Phil Baker said they knew even as they were developing Pono that the rise of streaming was a problem — that they “were late for what we were trying to do.” The end result, as Atikinson put it, was a device that was “the equivalent of the best iPod ever introduced at a time when iPods were already fading.” Eventually, the final nail in Pono’s triangular, yellow coffin was when their store’s content partner, Omnifone, was purchased by Apple in 2016 and then promptly shut down, taking a crowbar to Young’s already fragile business. Pono’s demise may have simply been unintentional collateral damage by Apple, or maybe Apple didn’t like Pono reminding people that sound quality is something they could demand as a music customer. Either way, it was Goliath delivering the final blow to defeat David.

Reflecting on it now, Baker doesn’t see the Pono project to be a failure. He said the 25,000 units sold in their first year was more than the collective total of competitors at their level, and that there’s still an active base of people who happily use their PonoPlayer. The way it’s spun by Young and Baker in their book is that Pono helped move the conversation of digital audio quality forward, leading to hi-res streaming platforms like Tidal and Qobuz carving out markets for themselves. “It was responsible for the fact that today you can easily get high-res music at the cost of low-res,” Baker told me. “It’s no longer a luxury.”
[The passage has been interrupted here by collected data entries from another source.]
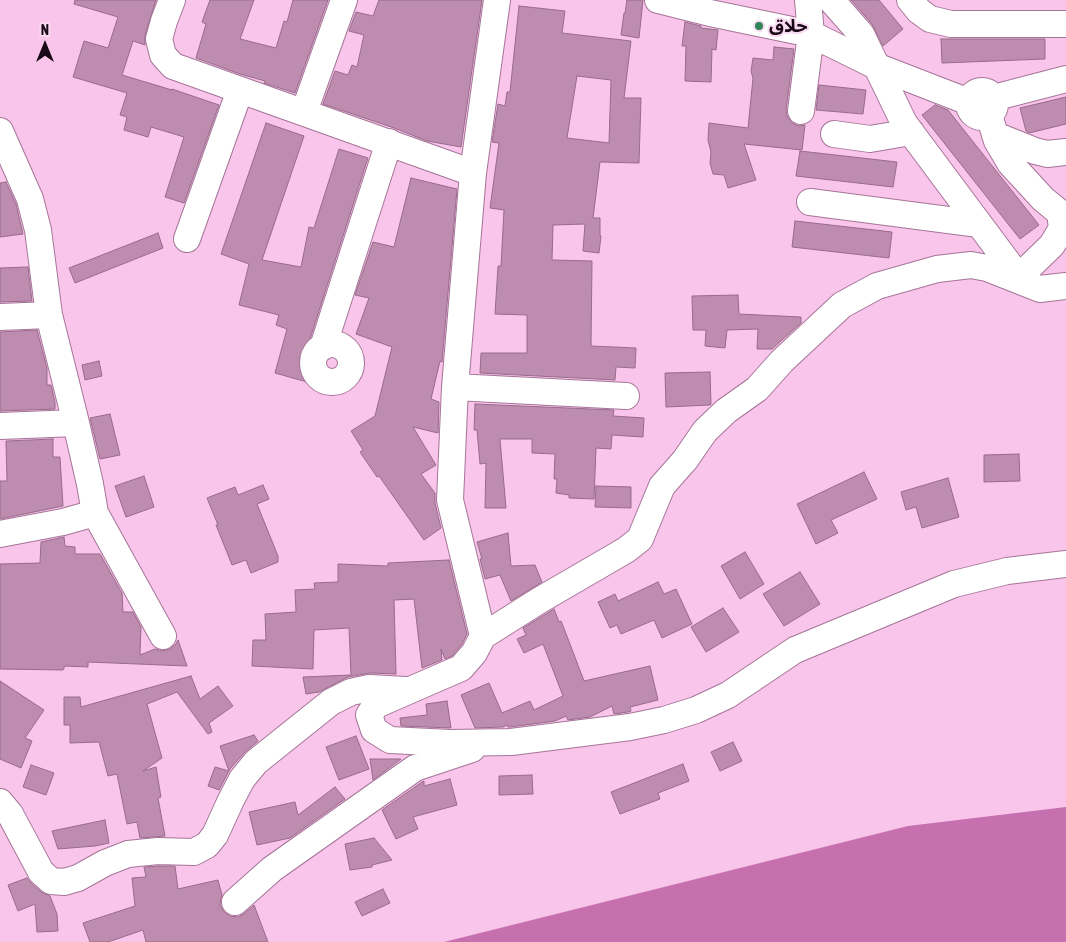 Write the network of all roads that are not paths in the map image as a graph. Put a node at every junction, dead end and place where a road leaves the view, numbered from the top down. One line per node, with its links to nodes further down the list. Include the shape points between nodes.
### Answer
1 (172, 0): 12 (street, via 159,39 163,55 173,66)
2 (344, 0): 14 (street)
3 (497, 0): 21 (street)
4 (658, 0): 9 (street)
5 (808, 0): 9 (street)
6 (831, 0): 10 (street, via 861,34)
7 (910, 0): 8 (street, via 930,19 950,24)
8 (1066, 24)
9 (811, 34): 10 (street); 13 (street)
10 (876, 66): 15 (street); 17 (street)
11 (1066, 79): 15 (street)
12 (240, 90): 14 (street); 24 (street)
13 (801, 110)
14 (304, 112): 19 (street)
15 (986, 112): 20 (street, via 1035,151 1047,154); 25 (street, via 996,141 1010,163 1060,213 1062,228)
16 (0, 131): 27 (street, via 30,199 38,230)
17 (911, 132): 18 (street, via 870,139); 23 (street)
18 (834, 134)
19 (389, 142): 21 (street); 29 (street)
20 (1066, 152)
21 (473, 173): 30 (street)
22 (810, 202): 23 (street)
23 (979, 224): 25 (street, via 1012,268)
24 (187, 239)
25 (1030, 282): 26 (street); 38 (street, via 971,265 937,269 876,286 842,305 757,389 705,431 662,486 640,539)
26 (1066, 286)
27 (49, 314): 28 (street); 32 (street)
28 (0, 317)
29 (323, 346)
30 (455, 387): 31 (street); 38 (street, via 450,500)
31 (626, 396)
32 (76, 422): 33 (street); 34 (street)
33 (0, 426)
34 (95, 513): 35 (street); 37 (street)
35 (0, 534)
36 (1066, 564): 40 (street, via 1007,571 954,584 795,650 728,695 688,713 630,727)
37 (163, 636)
38 (483, 636): 39 (street, via 474,654 460,668)
39 (409, 690): 40 (street, via 376,705 369,715 374,730 390,740); 41 (street, via 369,688 330,702 256,762 242,779 215,835 207,845 194,852 128,854 78,878 51,881 41,872 10,814)
40 (491, 743): 42 (street, via 416,768 272,869)
41 (0, 802)
42 (235, 902) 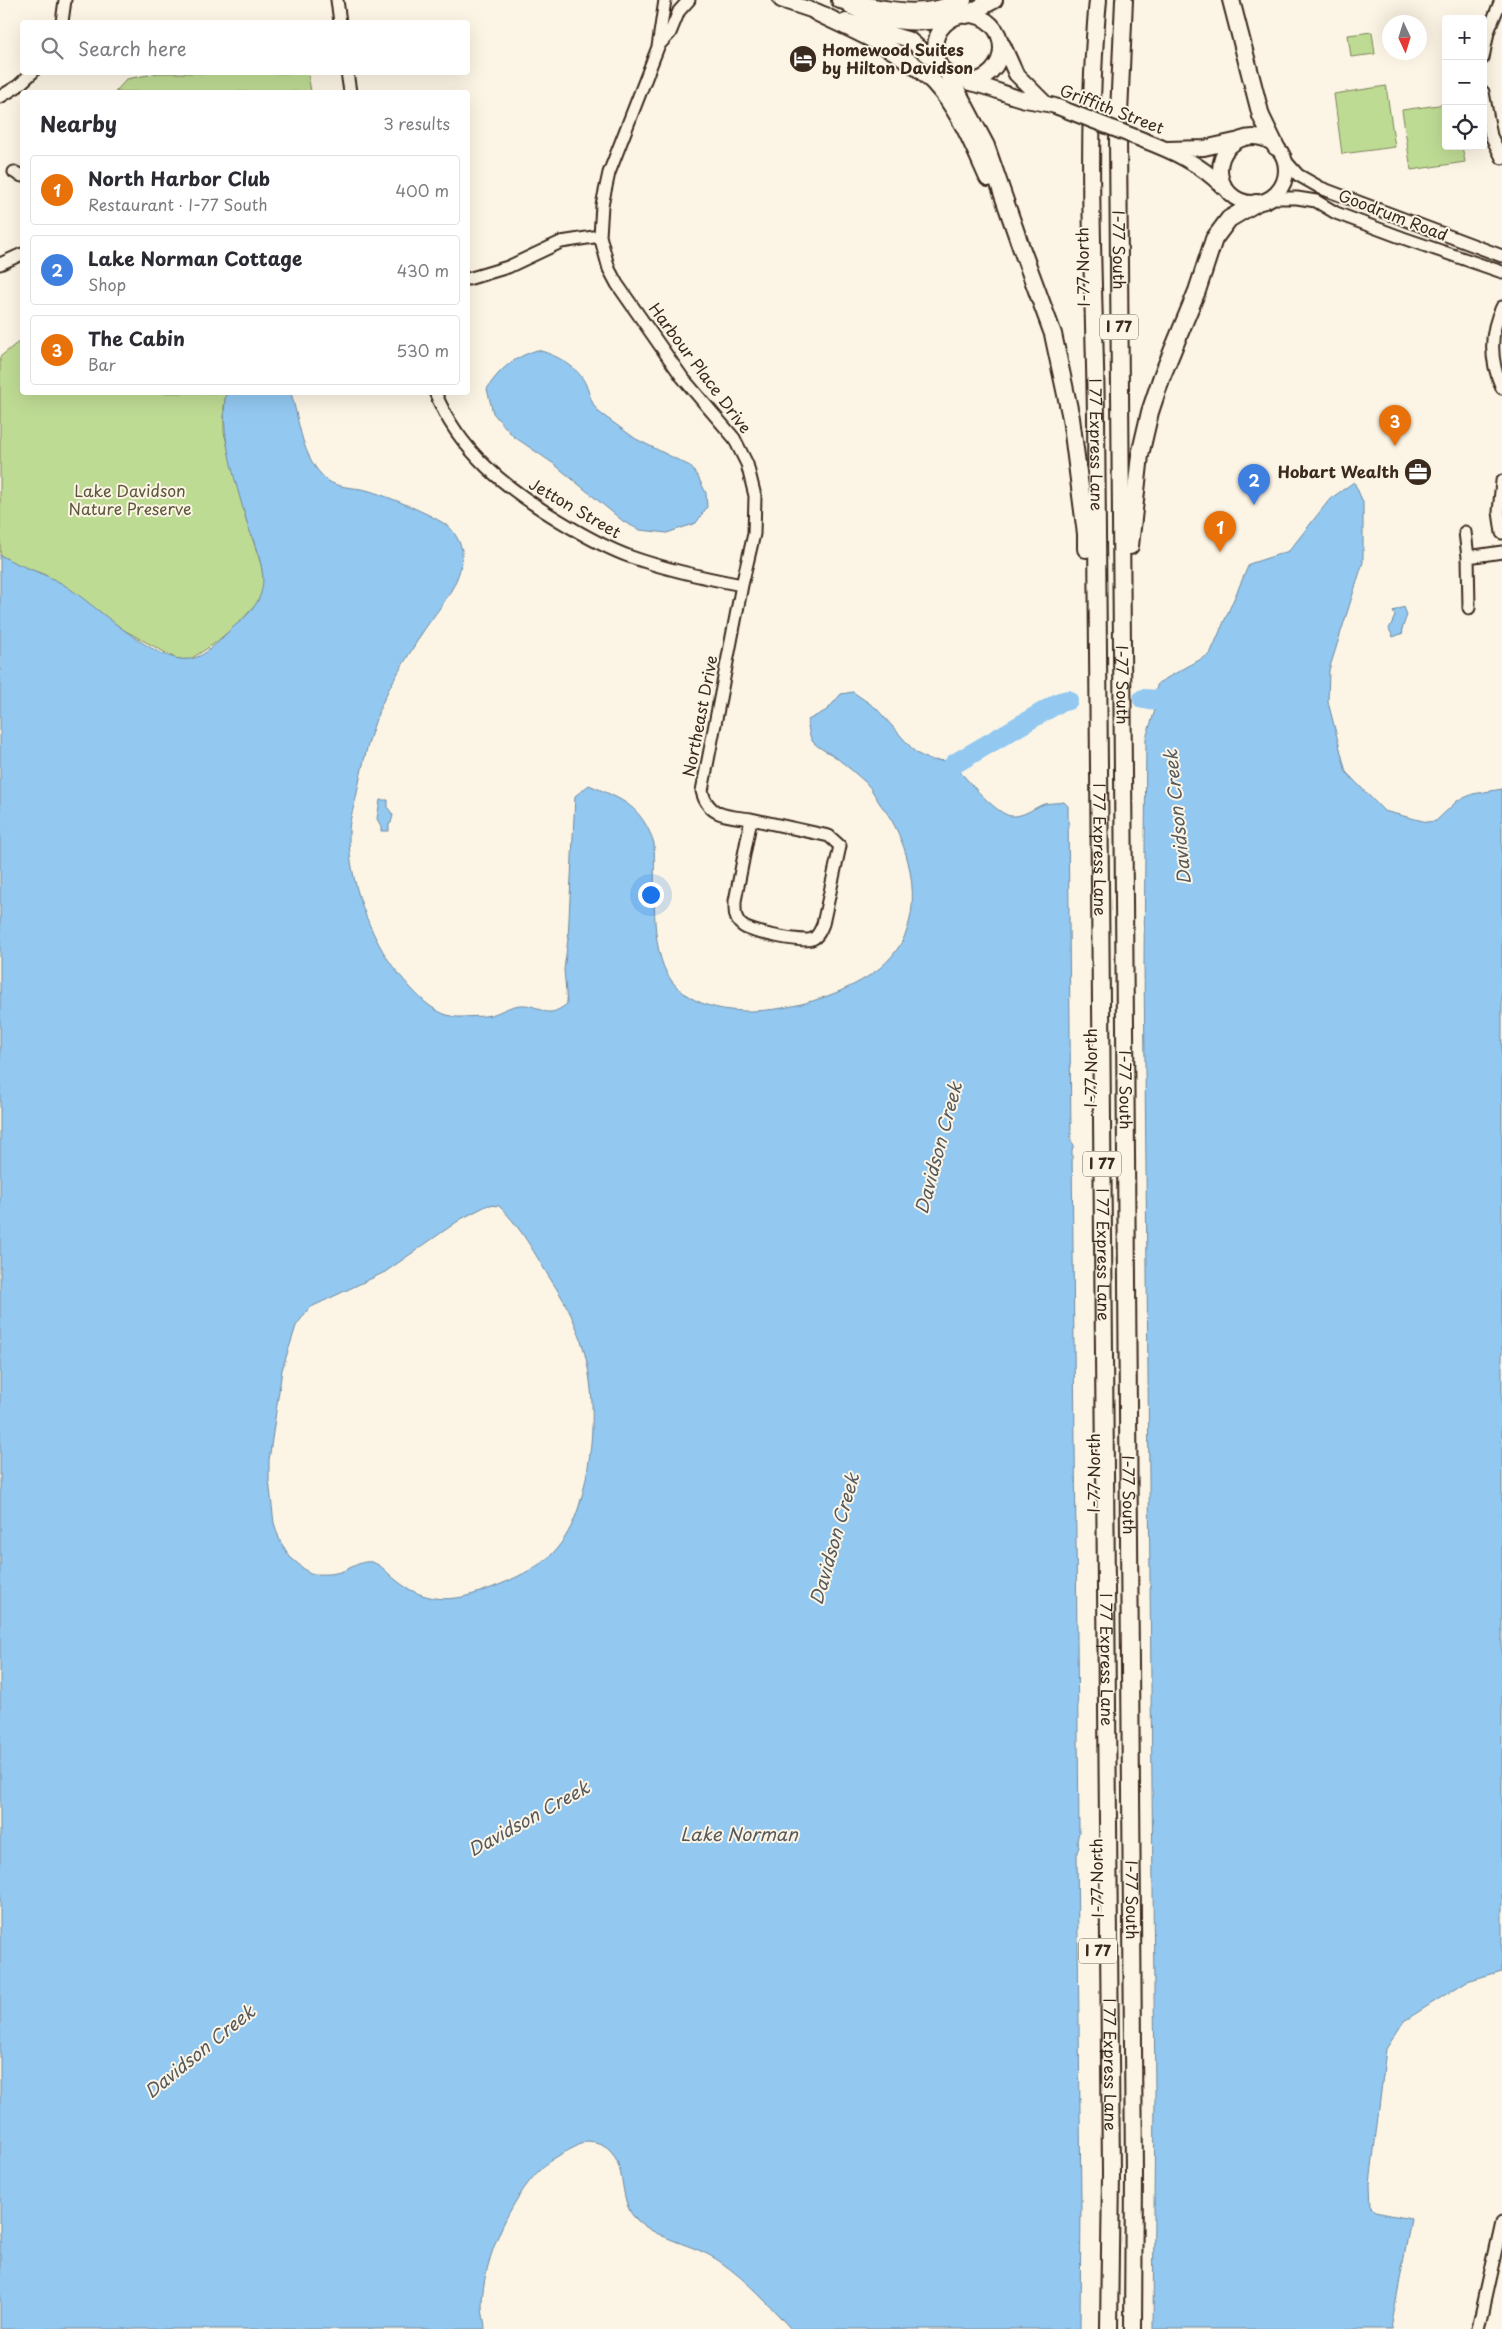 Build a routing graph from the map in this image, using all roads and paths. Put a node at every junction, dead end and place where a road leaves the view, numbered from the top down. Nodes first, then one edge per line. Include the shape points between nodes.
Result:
1 (65, 0) edge
2 (337, 0) edge
3 (665, 0) edge
4 (689, 0) edge
5 (781, 0) edge
6 (834, 0) edge
7 (840, 0) edge
8 (994, 0) edge
9 (1087, 0) edge
10 (1098, 0) edge
11 (1113, 0) edge
12 (1124, 0) edge
13 (1231, 0) edge
14 (1501, 0) edge
15 (960, 11) edge
16 (816, 12) junction
17 (62, 20) edge
18 (340, 20) edge
19 (1487, 37) edge
20 (1001, 40) junction
21 (658, 47) junction
22 (950, 74) junction
23 (30, 75) edge
24 (347, 75) edge
25 (350, 90) edge
26 (0, 97) edge
27 (1051, 105) junction
28 (1485, 105) edge
29 (1241, 139) junction
30 (1167, 149) junction
31 (1280, 153) junction
32 (1502, 158) edge
33 (1224, 188) junction
34 (1263, 201) junction
35 (600, 236) junction
36 (1022, 250) junction
37 (20, 255) edge
38 (1502, 256) edge
39 (0, 264) edge
40 (1502, 272) edge
41 (470, 278) edge
42 (1502, 307) edge
43 (1502, 388) edge
44 (437, 395) edge
45 (1502, 482) edge
46 (1465, 532) dead end
47 (1502, 533) edge
48 (1086, 534) junction
49 (1502, 552) edge
50 (1468, 557) junction
51 (742, 585) junction
52 (1468, 608) dead end
53 (1122, 655) junction
54 (751, 819) junction
55 (1502, 2222) edge
56 (1098, 2329) edge
57 (1109, 2329) edge
58 (1122, 2329) edge
59 (1132, 2329) edge
60 (1478, 2329) edge

1 - 17 street
2 - 18 street
3 - 21 street
4 - 21 street
5 - 16 main road, Griffith Street
6 - 15 main road via 890,22 917,24
7 - 15 highway via 895,11 922,12 946,8
8 - 15 highway
9 - 48 highway, I-77 North / I 77 via 1081,176
10 - 57 highway, I 77 Express Lane / I 77 via 1092,176 1111,2164
11 - 58 highway, I 77 Express Lane / I 77 via 1107,136 1124,2173
12 - 53 highway, I-77 South / I 77 via 1118,136
13 - 31 highway via 1261,116
14 - 19 street
15 - 20 main road via 988,21
15 - 22 main road via 937,36 935,50
16 - 22 main road, Griffith Street via 910,40
16 - 36 highway via 909,61 943,93 969,136
20 - 22 main road via 999,61 990,73 977,80
20 - 27 main road, Griffith Street via 1016,74
21 - 35 street, Harbour Place Drive via 609,173
22 - 27 main road, Griffith Street via 1017,98
22 - 36 highway via 986,146
23 - 26 street
24 - 25 street
27 - 30 main road, Griffith Street, bridge
28 - 32 street via 1491,136
29 - 30 main road, Griffith Street via 1211,147
29 - 31 main road via 1256,138 1270,142
29 - 33 main road via 1229,147 1221,160
30 - 33 main road, Griffith Street via 1207,170
31 - 34 main road via 1286,174 1284,181 1276,194
31 - 38 street, Goodrum Road via 1298,175 1321,188
33 - 34 main road via 1235,198
34 - 40 street, Goodrum Road via 1297,198 1316,201 1336,213
34 - 53 highway via 1229,219 1214,239 1197,291 1155,393 1136,478
35 - 41 street via 560,242 508,267
35 - 51 street, Harbour Place Drive via 609,270 617,284 682,378 734,438 746,464 755,496 754,534
36 - 48 highway via 1060,360
37 - 39 street
42 - 43 street via 1494,329 1492,348 1494,367
44 - 51 street, Jetton Street via 473,454 500,481 530,503 631,557 678,572
45 - 47 street via 1499,506
46 - 50 street
48 - 56 highway, I-77 North / I 77 via 1100,2174
49 - 50 street
50 - 52 street
51 - 54 street, Northeast Drive via 702,791 705,802 714,811
53 - 59 highway, I-77 South / I 77 via 1134,2154
54 - 54 street, Northeast Drive via 829,836 840,846 823,924 813,939 754,931 738,922 734,913 735,901
55 - 60 street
But I’ve started to wonder if the opposite is true — if the strained perception of Pono actually set the conversation back in the mid-2010s, allowing Spotify to get an authoritative hold on the global music ecosystem without any prioritization of sound quality. Given Spotify’s track record of diminishing the value of music in exchange for boosting its omnipresence — of finding ways to increase your passive listening time at all costs — it seems noteworthy that they have consistently been among the worst major streaming platforms when it comes to audio quality. If there’s something about higher fidelity that strikes Spotify as antithetical to what they’re trying to accomplish, perhaps Neil Young had a significant point this entire time.

While I was talking to Baker, I mentioned that I had actually never had a chance to listen to a PonoPlayer, and he kindly said he’d send me one from his personal stash. “You should hear it,” he said. But he later informed me that he couldn’t find one that had a battery that wouldn’t need to be replaced. I’ll never know if Pono sounds like God, as Young said, but Baker did give me access to the Neil Young Archives, where I could try out the high-res streaming option (hovering around 6,000 kbps).

The NYA is designed like a floating timeline, which you can wheel this way and that to see Young’s albums as they appear chronologically. Below the albums are historical tidbits to put the albums in context — Nixon resigns in the space between On The Beach and Tonight’s The Night, Elvis dies between American Stars ‘N Bars and Comes A Time. It’s the kind of active-listening approach that would give Daniel Ek a fit. It also made my old computer start whirring.

I put over-ear, corded Bose headphones on and hit play on Rust Never Sleeps, where the factoid beneath it was the 1979 introduction of the Walkman. “Hey hey, my my, rock and roll can never die” — you know how it goes. Toggling between the NYA fidelity rates of hi-res, CD-level, and standard streaming, my brain did exactly what Majidimehr told me it would do: I noticed the difference.